Feb
21

The B2B Backdoor Strategy

My first startup was a B2B Enterprise software vendor. In those days enterprise software companies went to market by building a really expensive direct sales force with sales reps and sales engineers out in the field in key cities. We had little visibility into which deals would close when. And we routinely had to replace sales reps and start over again in a sales territory.

One of the reasons why we took such an expensive approach was that it was the only way to sell to major enterprise accounts. You had to be where your customers were. And you needed relationship building reps on the ground to continually work an account and work through all the hoops needed to get to a purchase order.

Things have changed. Yes, enterprise software is alive and well. Just ask Larry Ellison from Oracle. But increasingly, enterprise software is deployed over the web (either public web or internal) and this opens up more entry points to an account. You could target departments or subsidiaries vs. going to corporate IT. Yammer has done an amazing job of this getting into some major accounts by letting anyone with a company email address create an account.

In Toronto last week, I met with a few founders who were going to market by targeting the Canadian subsidiaries of some major Fortune 1000 companies. In many cases, success in the Canadian sub has quickly led to intros to the key decision makers in the U.S. Intros that would have been hard to get directly without that expensive sales force on the ground.

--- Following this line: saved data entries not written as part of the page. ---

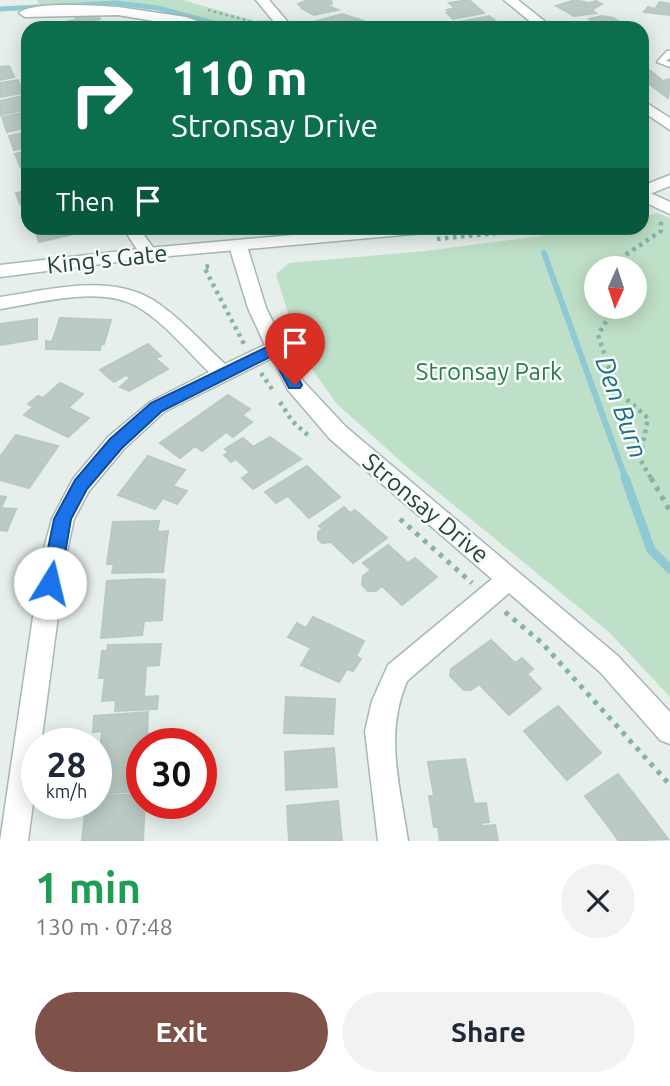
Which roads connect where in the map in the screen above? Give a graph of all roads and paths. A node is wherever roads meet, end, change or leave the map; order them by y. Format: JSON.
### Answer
{"nodes":[{"id":1,"x":261,"y":0,"type":"edge"},
{"id":2,"x":510,"y":0,"type":"edge"},
{"id":3,"x":21,"y":5,"type":"edge"},
{"id":4,"x":208,"y":10,"type":"dead end"},
{"id":5,"x":29,"y":21,"type":"edge"},
{"id":6,"x":187,"y":21,"type":"edge"},
{"id":7,"x":260,"y":21,"type":"edge"},
{"id":8,"x":280,"y":21,"type":"edge"},
{"id":9,"x":538,"y":21,"type":"edge"},
{"id":10,"x":670,"y":53,"type":"edge"},
{"id":11,"x":670,"y":65,"type":"edge"},
{"id":12,"x":649,"y":109,"type":"edge"},
{"id":13,"x":670,"y":125,"type":"edge"},
{"id":14,"x":670,"y":180,"type":"edge"},
{"id":15,"x":649,"y":190,"type":"edge"},
{"id":16,"x":649,"y":199,"type":"edge"},
{"id":17,"x":664,"y":211,"type":"edge"},
{"id":18,"x":136,"y":235,"type":"edge"},
{"id":19,"x":412,"y":235,"type":"edge"},
{"id":20,"x":148,"y":253,"type":"junction"},
{"id":21,"x":240,"y":254,"type":"junction"},
{"id":22,"x":624,"y":256,"type":"edge"},
{"id":23,"x":0,"y":271,"type":"edge"},
{"id":24,"x":0,"y":303,"type":"edge"},
{"id":25,"x":607,"y":319,"type":"edge"},
{"id":26,"x":275,"y":348,"type":"junction"},
{"id":27,"x":252,"y":358,"type":"junction"},
{"id":28,"x":221,"y":372,"type":"junction"},
{"id":29,"x":313,"y":440,"type":"dead end"},
{"id":30,"x":670,"y":510,"type":"edge"},
{"id":31,"x":395,"y":513,"type":"dead end"},
{"id":32,"x":510,"y":578,"type":"junction"},
{"id":33,"x":487,"y":597,"type":"junction"},
{"id":34,"x":670,"y":731,"type":"edge"},
{"id":35,"x":670,"y":785,"type":"edge"},
{"id":36,"x":13,"y":841,"type":"edge"},
{"id":37,"x":393,"y":841,"type":"edge"}],
"edges":[{"from":1,"to":8,"type":"street"},
{"from":2,"to":9,"type":"street"},
{"from":3,"to":5,"type":"street"},
{"from":3,"to":6,"type":"street"},
{"from":4,"to":7,"type":"path"},
{"from":10,"to":11,"type":"lane"},
{"from":12,"to":13,"type":"street"},
{"from":14,"to":15,"type":"street"},
{"from":16,"to":17,"type":"street"},
{"from":17,"to":22,"type":"path"},
{"from":18,"to":20,"type":"street"},
{"from":19,"to":21,"type":"street","name":"King's Gate"},
{"from":20,"to":21,"type":"street","name":"King's Gate"},
{"from":20,"to":23,"type":"street","name":"King's Gate"},
{"from":21,"to":26,"type":"street","name":"Stronsay Drive"},
{"from":21,"to":27,"type":"path"},
{"from":24,"to":28,"type":"street","name":"King's Gate"},
{"from":25,"to":30,"type":"path"},
{"from":26,"to":27,"type":"street"},
{"from":26,"to":32,"type":"street","name":"Stronsay Drive"},
{"from":27,"to":28,"type":"street"},
{"from":27,"to":29,"type":"path"},
{"from":28,"to":36,"type":"street"},
{"from":31,"to":33,"type":"path"},
{"from":32,"to":33,"type":"street"},
{"from":32,"to":34,"type":"street","name":"Stronsay Drive"},
{"from":33,"to":35,"type":"path"},
{"from":33,"to":37,"type":"street"}]}
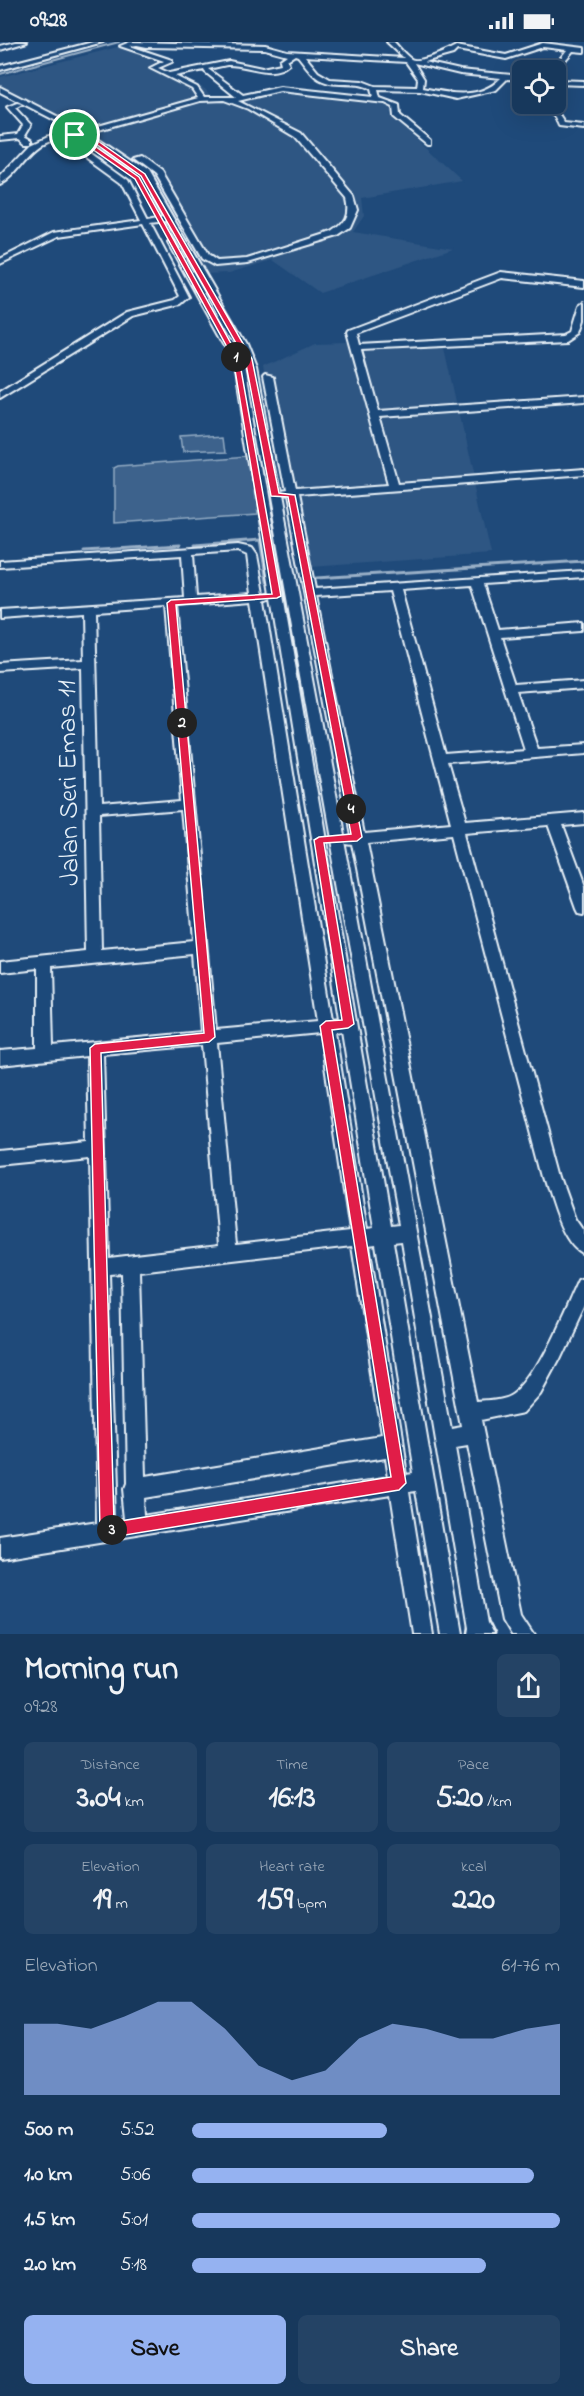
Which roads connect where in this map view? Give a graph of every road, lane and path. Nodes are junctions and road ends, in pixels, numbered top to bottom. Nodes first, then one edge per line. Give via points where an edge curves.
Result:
1 (24, 42) edge
2 (100, 42) edge
3 (135, 42) edge
4 (240, 42) edge
5 (390, 42) edge
6 (54, 44) dead end
7 (192, 46) junction
8 (250, 47) junction
9 (0, 48) edge
10 (572, 48) junction
11 (68, 50) junction
12 (584, 50) edge
13 (296, 53) junction
14 (214, 54) dead end
15 (223, 57) dead end
16 (407, 60) junction
17 (562, 60) edge
18 (421, 61) junction
19 (229, 63) junction
20 (0, 68) edge
21 (207, 70) dead end
22 (169, 75) junction
23 (505, 77) junction
24 (512, 77) edge
25 (566, 82) edge
26 (584, 83) edge
27 (374, 88) junction
28 (0, 89) edge
29 (420, 89) junction
30 (0, 95) edge
31 (242, 97) junction
32 (202, 99) junction
33 (231, 100) junction
34 (377, 100) junction
35 (19, 104) junction
36 (555, 114) edge
37 (584, 127) edge
38 (84, 132) junction
39 (21, 136) junction
40 (0, 138) edge
41 (427, 142) dead end
42 (36, 144) junction
43 (0, 183) edge
44 (158, 220) junction
45 (0, 262) edge
46 (584, 284) edge
47 (584, 305) edge
48 (356, 348) junction
49 (268, 377) dead end
50 (0, 395) edge
51 (584, 400) edge
52 (374, 414) junction
53 (584, 472) edge
54 (395, 487) junction
55 (291, 495) junction
56 (275, 496) junction
57 (260, 497) junction
58 (187, 551) junction
59 (0, 564) edge
60 (584, 574) edge
61 (476, 581) junction
62 (395, 587) junction
63 (310, 593) junction
64 (293, 595) junction
65 (277, 596) junction
66 (260, 597) junction
67 (191, 601) junction
68 (171, 603) junction
69 (88, 608) junction
70 (0, 614) edge
71 (584, 627) edge
72 (493, 634) junction
73 (89, 663) junction
74 (0, 670) edge
75 (584, 684) edge
76 (511, 689) junction
77 (584, 749) edge
78 (532, 753) junction
79 (440, 760) junction
80 (189, 804) junction
81 (92, 812) junction
82 (584, 818) edge
83 (553, 820) junction
84 (458, 828) junction
85 (357, 837) junction
86 (338, 838) junction
87 (319, 840) junction
88 (584, 907) edge
89 (202, 947) junction
90 (95, 957) junction
91 (44, 962) junction
92 (0, 967) edge
93 (348, 1024) junction
94 (326, 1026) junction
95 (209, 1037) junction
96 (95, 1048) junction
97 (45, 1053) junction
98 (0, 1058) edge
99 (98, 1148) junction
100 (0, 1158) edge
101 (409, 1232) junction
102 (383, 1234) junction
103 (359, 1237) junction
104 (584, 1246) edge
105 (228, 1252) junction
106 (129, 1264) junction
107 (100, 1267) junction
108 (584, 1286) edge
109 (470, 1413) junction
110 (474, 1433) junction
111 (444, 1437) junction
112 (392, 1446) junction
113 (424, 1480) junction
114 (399, 1483) junction
115 (134, 1489) junction
116 (137, 1525) junction
117 (107, 1530) junction
118 (0, 1548) edge
119 (478, 1633) edge
120 (422, 1634) edge
121 (450, 1634) edge
122 (524, 1634) edge

1 - 9 street
2 - 11 street
3 - 7 street
3 - 22 street via 123,46 170,61 153,68
4 - 8 street
5 - 16 street
6 - 11 street
7 - 8 street
7 - 14 street
8 - 13 street
10 - 12 street
10 - 17 street
10 - 18 street via 543,45 506,57 456,48
11 - 20 street
13 - 16 street
13 - 19 street via 283,60 284,66 262,70
13 - 27 street via 322,78
15 - 19 street via 232,60
16 - 18 street
16 - 29 street via 420,79
18 - 23 street via 456,71
19 - 22 street
21 - 31 street
22 - 32 street via 195,88
23 - 24 street
23 - 29 street via 494,89 456,97
25 - 26 street
27 - 29 street
27 - 34 street
28 - 38 street
30 - 35 street
31 - 33 street
31 - 34 street via 280,89
32 - 33 street
32 - 38 street
33 - 38 street via 278,122 304,142 351,198 354,210 343,230 248,261 215,264 205,257 157,176
34 - 41 street via 397,106 396,116
35 - 38 street
35 - 39 street via 10,107 27,125
36 - 37 street via 561,125
38 - 44 street via 137,178
39 - 40 street
39 - 42 street
42 - 43 street
42 - 44 street via 61,136 124,182
44 - 45 street via 57,234
44 - 50 street via 184,292 183,299 130,314
44 - 56 street via 248,359
44 - 57 street via 236,358
46 - 48 street via 519,275 495,277 351,332
47 - 48 street via 576,332 568,337
48 - 52 street
49 - 55 street
51 - 52 street
52 - 54 street
53 - 54 street
54 - 55 street
55 - 56 street
55 - 63 street
56 - 57 street
56 - 64 street
57 - 65 street
58 - 59 street
58 - 66 street via 248,550
58 - 67 street
60 - 61 street
61 - 62 street
61 - 72 street
62 - 63 street
62 - 79 street
63 - 85 street
64 - 65 street
64 - 86 street
65 - 66 street
65 - 87 street
66 - 67 street
66 - 94 street
67 - 68 street
68 - 69 street
68 - 80 street
69 - 70 street
69 - 73 street, Jalan Seri Emas 11
71 - 72 street
72 - 76 street
73 - 74 street
73 - 81 street, Jalan Seri Emas 11
75 - 76 street
76 - 78 street
77 - 78 street
78 - 79 street
79 - 84 street
80 - 81 street
80 - 89 street
81 - 90 street, Jalan Seri Emas 11
82 - 83 street
83 - 84 street
83 - 88 street
84 - 85 street
84 - 104 street via 559,1201
85 - 86 street
85 - 109 street
86 - 87 street
86 - 101 street
87 - 93 street
89 - 90 street
89 - 95 street
90 - 91 street
91 - 92 street
91 - 97 street
93 - 94 street
93 - 102 street
94 - 95 street
94 - 103 street
95 - 96 street
95 - 105 street
96 - 97 street
96 - 99 street
97 - 98 street
99 - 100 street
99 - 107 street
101 - 102 street
101 - 111 street
102 - 103 street
102 - 113 street
103 - 105 street
103 - 112 street
105 - 106 street
106 - 107 street
106 - 115 street
107 - 117 street
108 - 109 street via 528,1394 518,1403
109 - 110 street
110 - 111 street
110 - 122 street via 512,1619
111 - 119 street
112 - 114 street
112 - 115 street
113 - 114 street
113 - 121 street
114 - 116 street
114 - 120 street
115 - 116 street
116 - 117 street
117 - 118 street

There is no better referral for a head office decision maker than that of an internal executive or employee that has had success with your product. So, I say rather than trying to get into head office, go after an office that is closer to home.  It will be easier to get introduced to them and you’ll be closer to them in order to help them deploy and be successful with your product.

Categories : Growing Big, Management

Comments

  1. Mark,

    I agree that B2B software is changing rapidly and the approach of targeting the smaller, localized segment of an org is the best approach. This is the approach that we are taking with my start-up (a marketing SaaS, we get one user within an org, then empower then to become our internal evangelist to sell for you.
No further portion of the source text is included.